Mario Carreño was born in Havana in 1913. As many of the members of the second generation of modern Cuban artists, he attended the San Alejandro Academy of Fine Arts. He entered the Academy in 1925 but left in that same year: he discovered that he could not find it possible to express his feelings within the rigorous guidelines of very conventional teachings. Nevertheless he formed, on his own, sufficient knowledge to lead to the sound development that both his paintings and drawings would have.
Carreño had his first one-man show in Havana in 1930. Two years later he traveled to Spain; on his return to Cuba he exhibited again in 1935. During 1936 he traveled to Mexico (where he also had an exhibition); here his works assumed the forms which are characteristic of the Mexican muralists’ movement, as well as the nuances which are typical of that school, such as the accurate definition of volumes.

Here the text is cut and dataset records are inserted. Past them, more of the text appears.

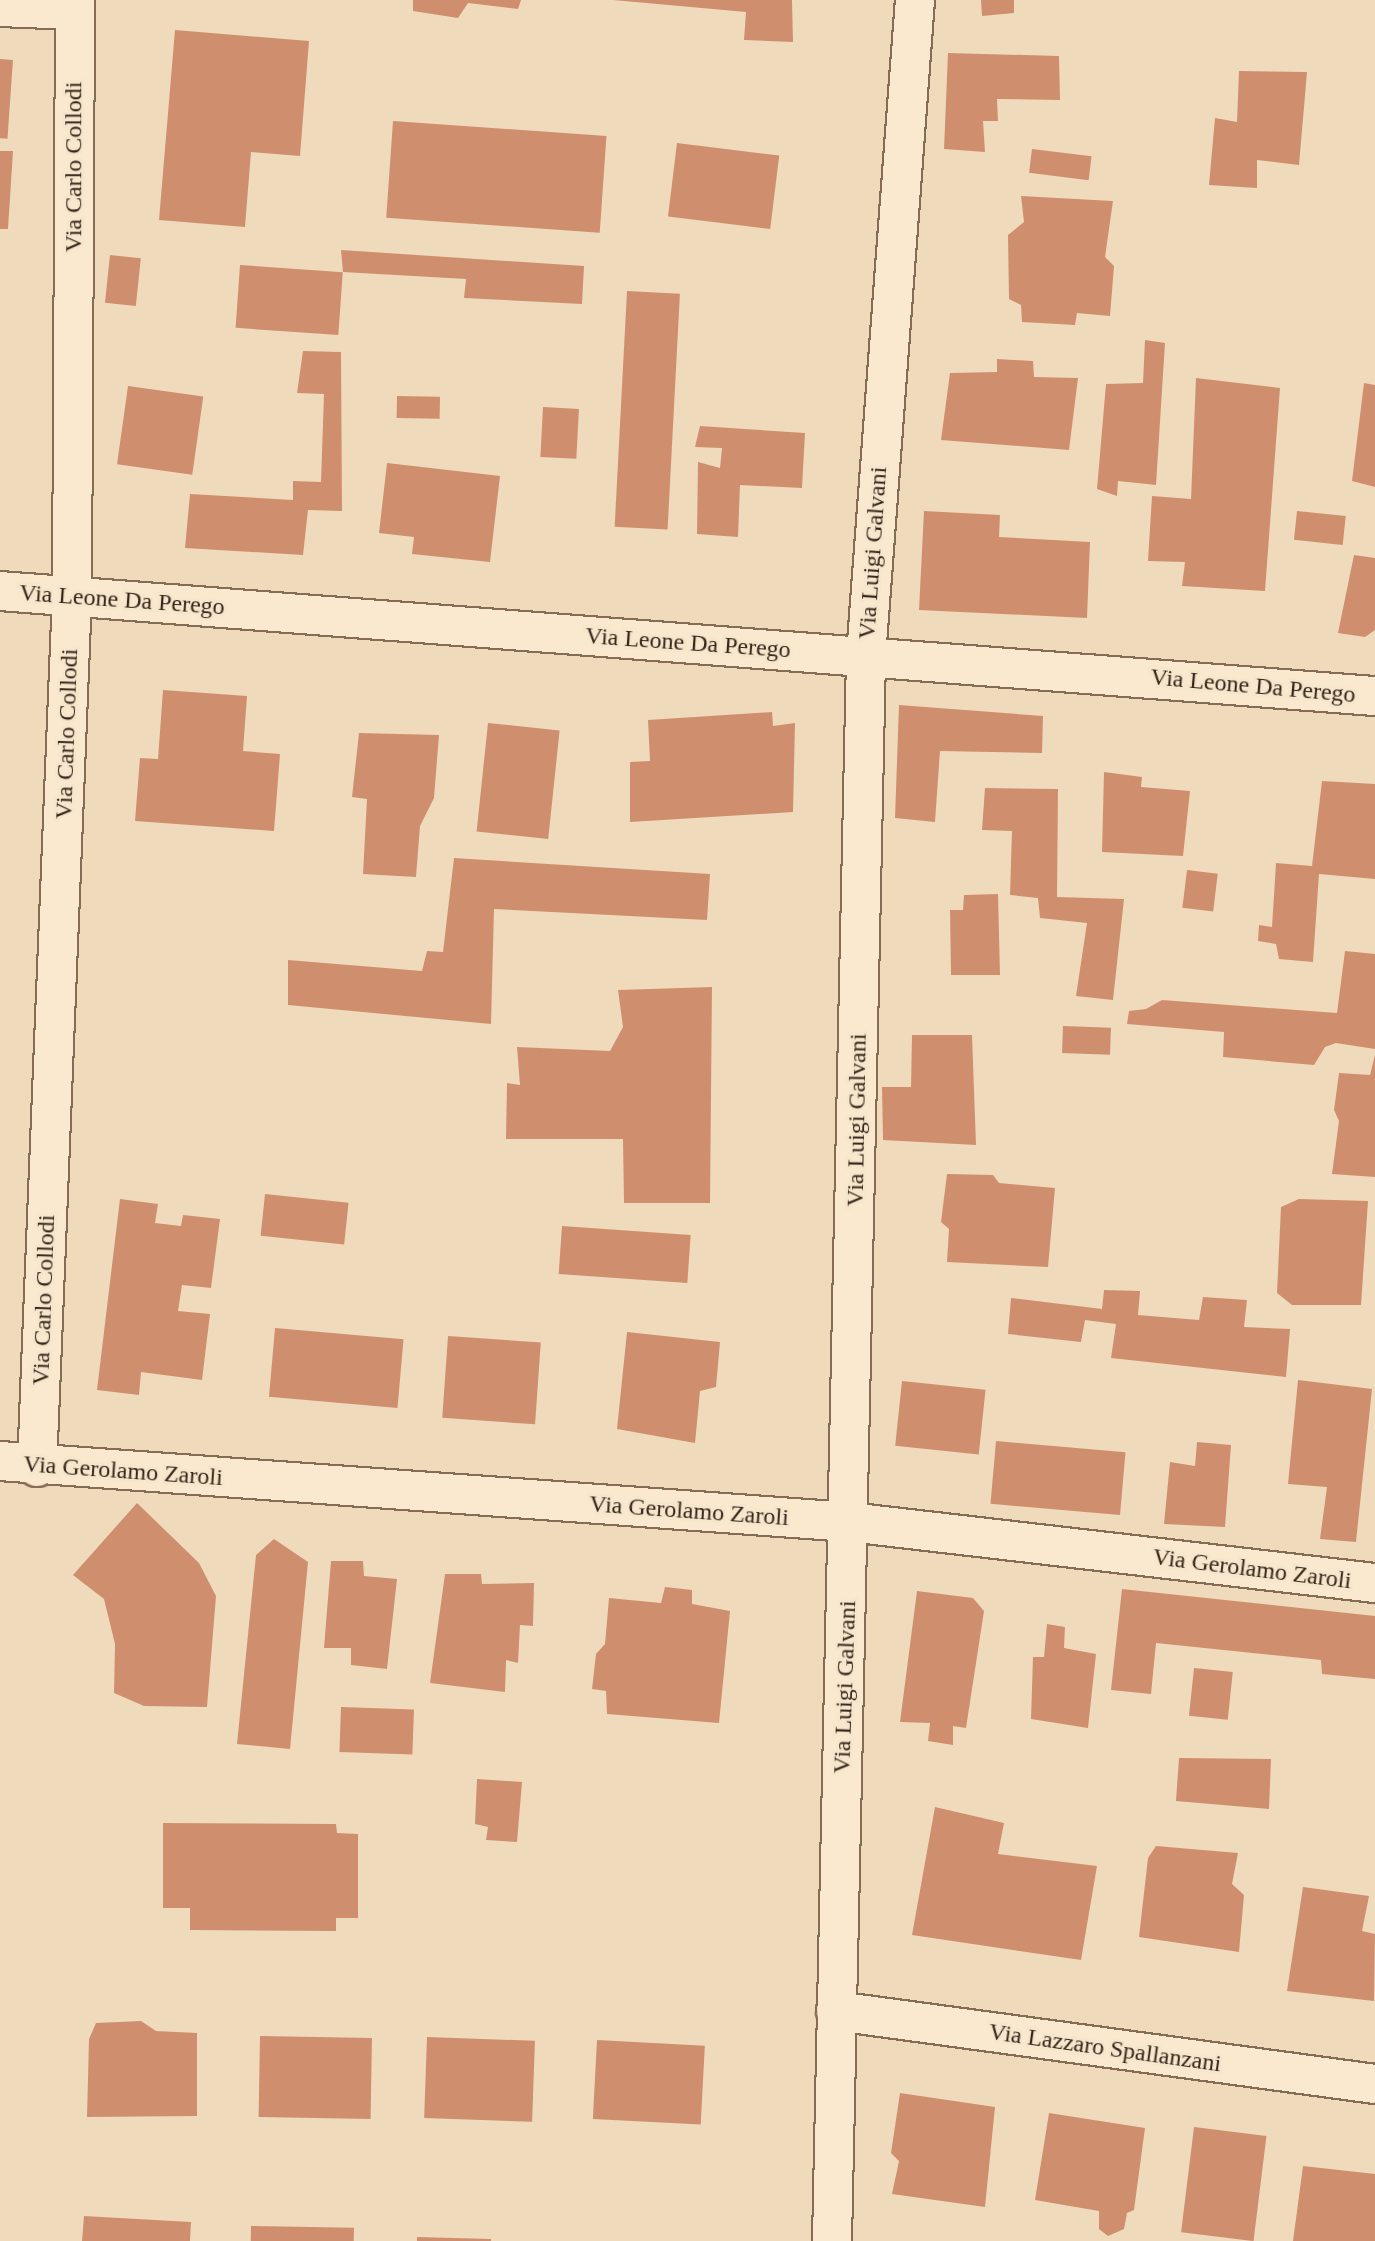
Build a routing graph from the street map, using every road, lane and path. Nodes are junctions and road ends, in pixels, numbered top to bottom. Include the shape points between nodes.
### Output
1 (915, 0) edge
2 (75, 5) edge
3 (0, 8) edge
4 (0, 591) edge
5 (72, 597) junction
6 (866, 656) junction
7 (1375, 696) edge
8 (18, 1464) edge
9 (849, 1522) junction
10 (1374, 1576) edge
11 (836, 2011) junction
12 (1375, 2084) edge
13 (832, 2241) edge

1 - 6 street, Via Luigi Galvani
2 - 3 street
2 - 5 street, Via Carlo Collodi
4 - 5 street, Via Leone Da Perego
5 - 6 street, Via Leone Da Perego
5 - 8 street, Via Carlo Collodi
6 - 7 street, Via Leone Da Perego
6 - 9 street, Via Luigi Galvani
8 - 9 street, Via Gerolamo Zaroli
9 - 10 street, Via Gerolamo Zaroli
9 - 11 street, Via Luigi Galvani
11 - 12 street, Via Lazzaro Spallanzani
11 - 13 street, Via Luigi Galvani

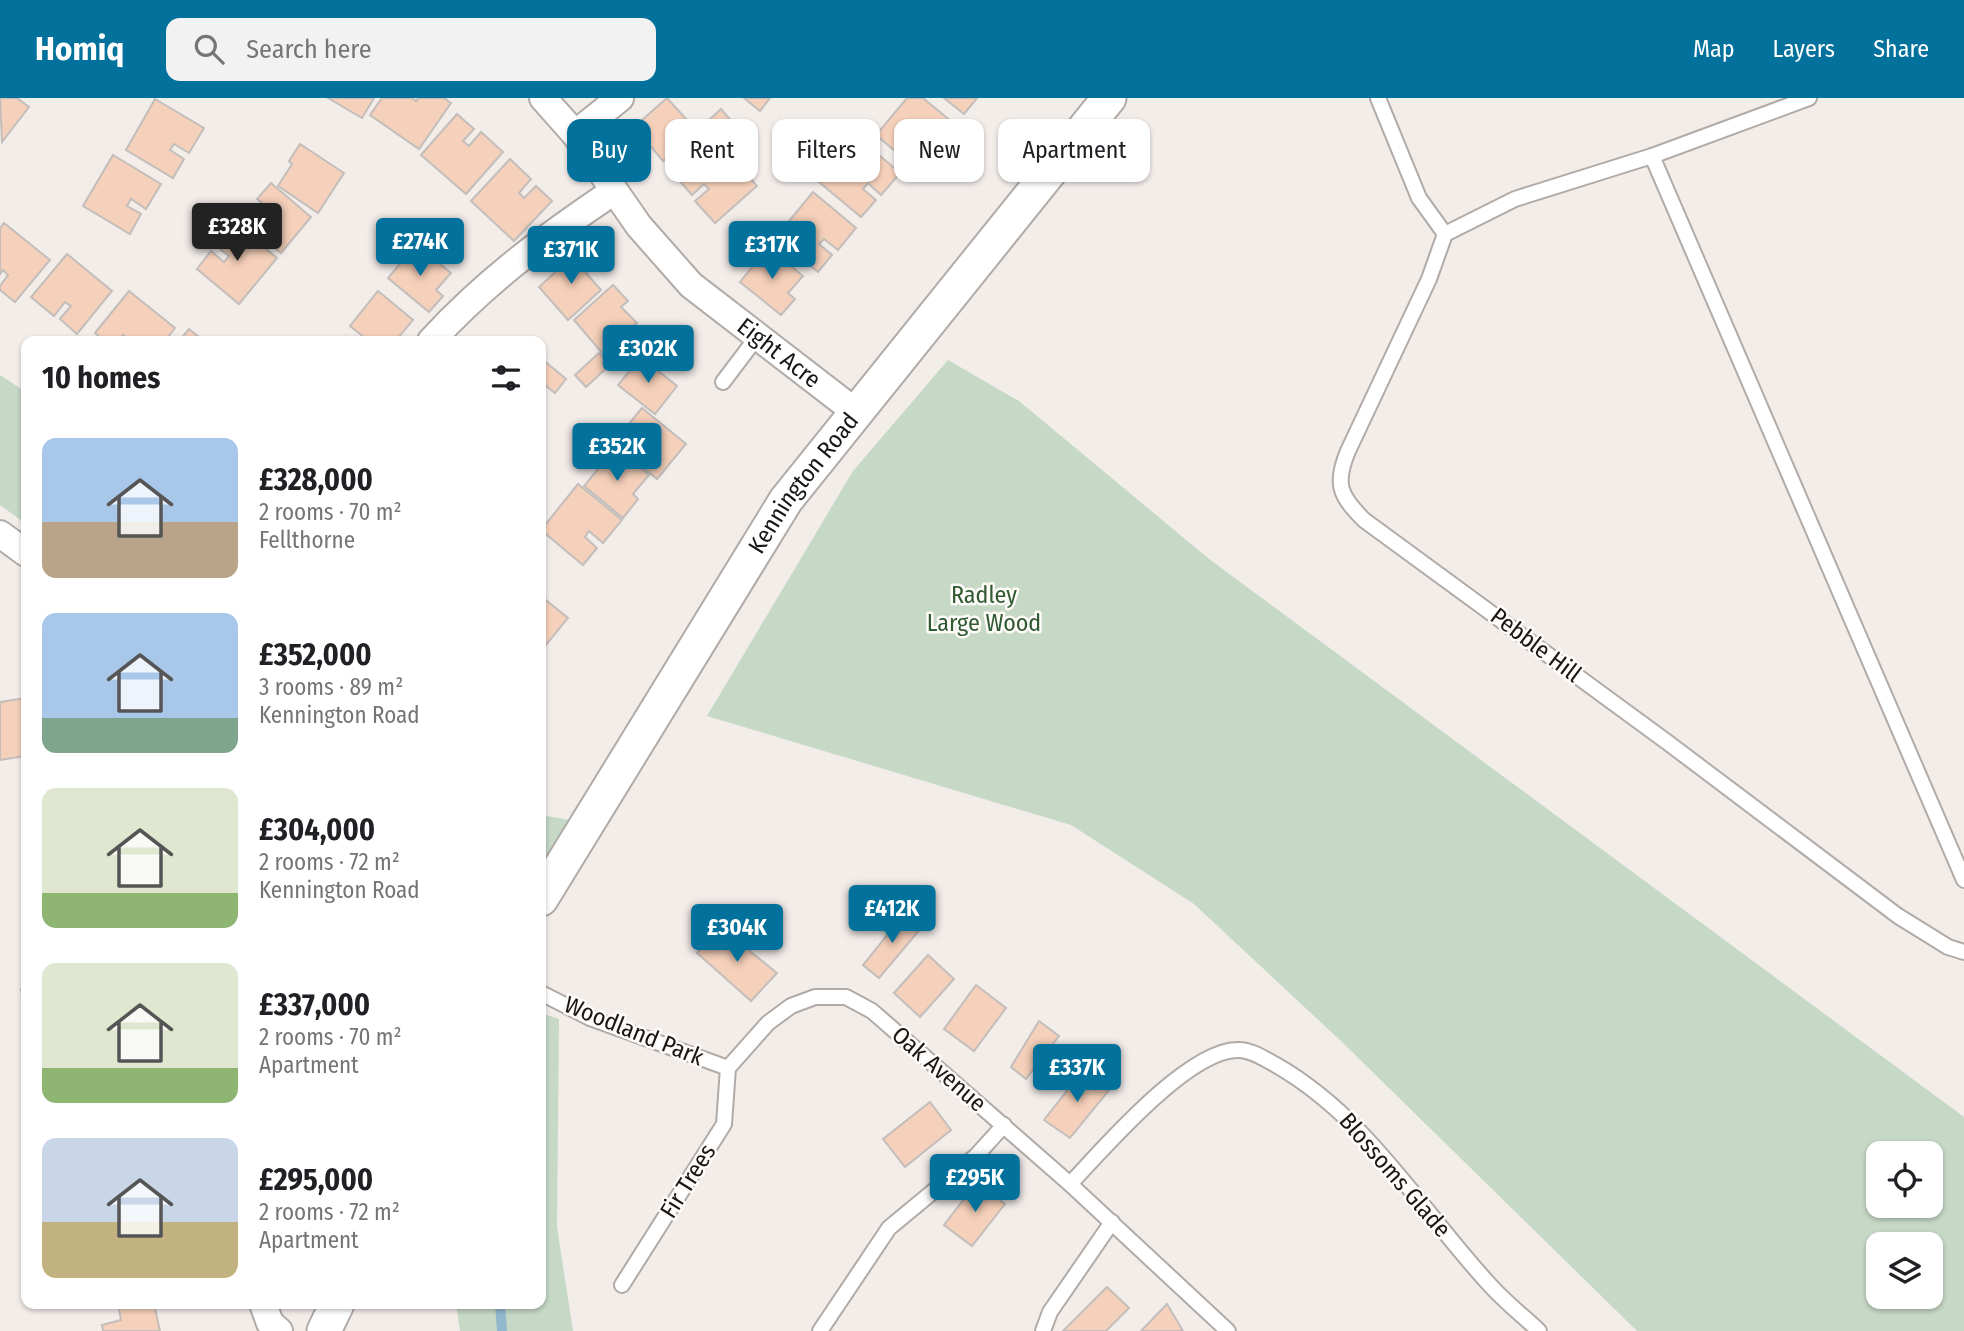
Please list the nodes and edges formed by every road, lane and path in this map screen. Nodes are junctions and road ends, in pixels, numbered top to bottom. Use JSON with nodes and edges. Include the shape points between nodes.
{"nodes":[{"id":1,"x":542,"y":98,"type":"edge"},
{"id":2,"x":620,"y":98,"type":"edge"},
{"id":3,"x":1109,"y":98,"type":"edge"},
{"id":4,"x":1378,"y":98,"type":"edge"},
{"id":5,"x":1809,"y":98,"type":"edge"},
{"id":6,"x":594,"y":119,"type":"edge"},
{"id":7,"x":567,"y":125,"type":"edge"},
{"id":8,"x":1652,"y":156,"type":"junction"},
{"id":9,"x":608,"y":182,"type":"edge"},
{"id":10,"x":614,"y":191,"type":"junction"},
{"id":11,"x":1445,"y":234,"type":"junction"},
{"id":12,"x":436,"y":336,"type":"edge"},
{"id":13,"x":758,"y":337,"type":"junction"},
{"id":14,"x":723,"y":382,"type":"dead end"},
{"id":15,"x":858,"y":413,"type":"junction"},
{"id":16,"x":0,"y":534,"type":"edge"},
{"id":17,"x":21,"y":549,"type":"edge"},
{"id":18,"x":1964,"y":880,"type":"edge"},
{"id":19,"x":546,"y":891,"type":"edge"},
{"id":20,"x":1964,"y":952,"type":"edge"},
{"id":21,"x":546,"y":996,"type":"edge"},
{"id":22,"x":728,"y":1068,"type":"junction"},
{"id":23,"x":1004,"y":1125,"type":"junction"},
{"id":24,"x":1070,"y":1184,"type":"junction"},
{"id":25,"x":1112,"y":1222,"type":"junction"},
{"id":26,"x":622,"y":1285,"type":"dead end"},
{"id":27,"x":265,"y":1309,"type":"edge"},
{"id":28,"x":335,"y":1309,"type":"edge"},
{"id":29,"x":279,"y":1331,"type":"edge"},
{"id":30,"x":324,"y":1331,"type":"edge"},
{"id":31,"x":820,"y":1331,"type":"edge"},
{"id":32,"x":1043,"y":1331,"type":"edge"},
{"id":33,"x":1228,"y":1331,"type":"edge"},
{"id":34,"x":1539,"y":1331,"type":"edge"}],
"edges":[{"from":1,"to":7,"type":"street","name":"Eight Acre"},
{"from":2,"to":6,"type":"street"},
{"from":3,"to":15,"type":"street","name":"Kennington Road"},
{"from":4,"to":11,"type":"lane","via":[[1419,198]]},
{"from":5,"to":8,"type":"lane"},
{"from":8,"to":11,"type":"lane","via":[[1516,199]]},
{"from":8,"to":18,"type":"lane"},
{"from":9,"to":10,"type":"street","name":"Eight Acre"},
{"from":10,"to":12,"type":"street","via":[[531,247]]},
{"from":10,"to":13,"type":"street","name":"Eight Acre","via":[[691,285]]},
{"from":11,"to":20,"type":"lane","name":"Pebble Hill","via":[[1429,279],[1341,467],[1347,503],[1898,916]]},
{"from":13,"to":14,"type":"lane"},
{"from":13,"to":15,"type":"street","name":"Eight Acre"},
{"from":15,"to":19,"type":"street","name":"Kennington Road","via":[[786,500]]},
{"from":16,"to":17,"type":"street"},
{"from":21,"to":22,"type":"lane","name":"Woodland Park","via":[[590,1018]]},
{"from":22,"to":23,"type":"lane","name":"Oak Avenue","via":[[768,1023],[792,1006],[815,997],[846,997],[872,1011]]},
{"from":22,"to":26,"type":"lane","name":"Fir Trees","via":[[724,1124]]},
{"from":23,"to":24,"type":"lane","name":"Oak Avenue"},
{"from":23,"to":31,"type":"lane","via":[[976,1156],[889,1228]]},
{"from":24,"to":25,"type":"lane","name":"Oak Avenue"},
{"from":24,"to":34,"type":"lane","name":"Blossoms Glade","via":[[1168,1086],[1208,1058],[1237,1049],[1259,1055],[1298,1078],[1373,1143],[1490,1285]]},
{"from":25,"to":32,"type":"lane","via":[[1050,1312]]},
{"from":25,"to":33,"type":"lane","name":"Oak Avenue"},
{"from":27,"to":29,"type":"street"},
{"from":28,"to":30,"type":"street"}]}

It is possible to follow the development of this artist’s style as he came into contact with different countries and cultures, and with other artists. Thus, in Paris he met Jacques Bohon and Jaime Colson, the latter being one of the most important among painters from the Dominican Republic, with whom Carreño would continue working in Mexico as well as in Havana. From Col son he received a strong influence of the “metaphysical” style, as we define the style that had in Giorgio de Chirico its most brilliant exponent. During theearly Fifties, he abandoned figuration and started dealing with geometric and abstract forms. Returning to figurative art, his later work shows the influence of the abstract period, as he dismisses details to concentrate on the overall design of hieratic figures.
However, throughout the development of his oeuvre, in periods that covered a wide range of styles, Carreño remained faithful to his attempt to define his own personal identity.
He also traveled to Italy and the United States, where he taught at the New School of Social Research. He participated in important exhibits on Cuban art abroad, such as the show presented in 1944 at the Museum of Modern Art in New York which was organized by the museum’s founder Alfred H. Barr Jr. with the assistance of Jose Gomez Sicre and Maria Luisa Gomez Mena, who was Carreño‘s wife. In 1957 he exhibited for the last time in Havana, travelling thereafter to several countries and settling in Santiago de Chile. In celebration of Carreño’s eightieth birthday a large retrospective show of the artist’s work was organized in Chile. An exhibition of the works completed in Cuba was shown at the National Museum of Fine Arts in Havana in that same year; after a long absence the master returned to Cuba to attend the opening.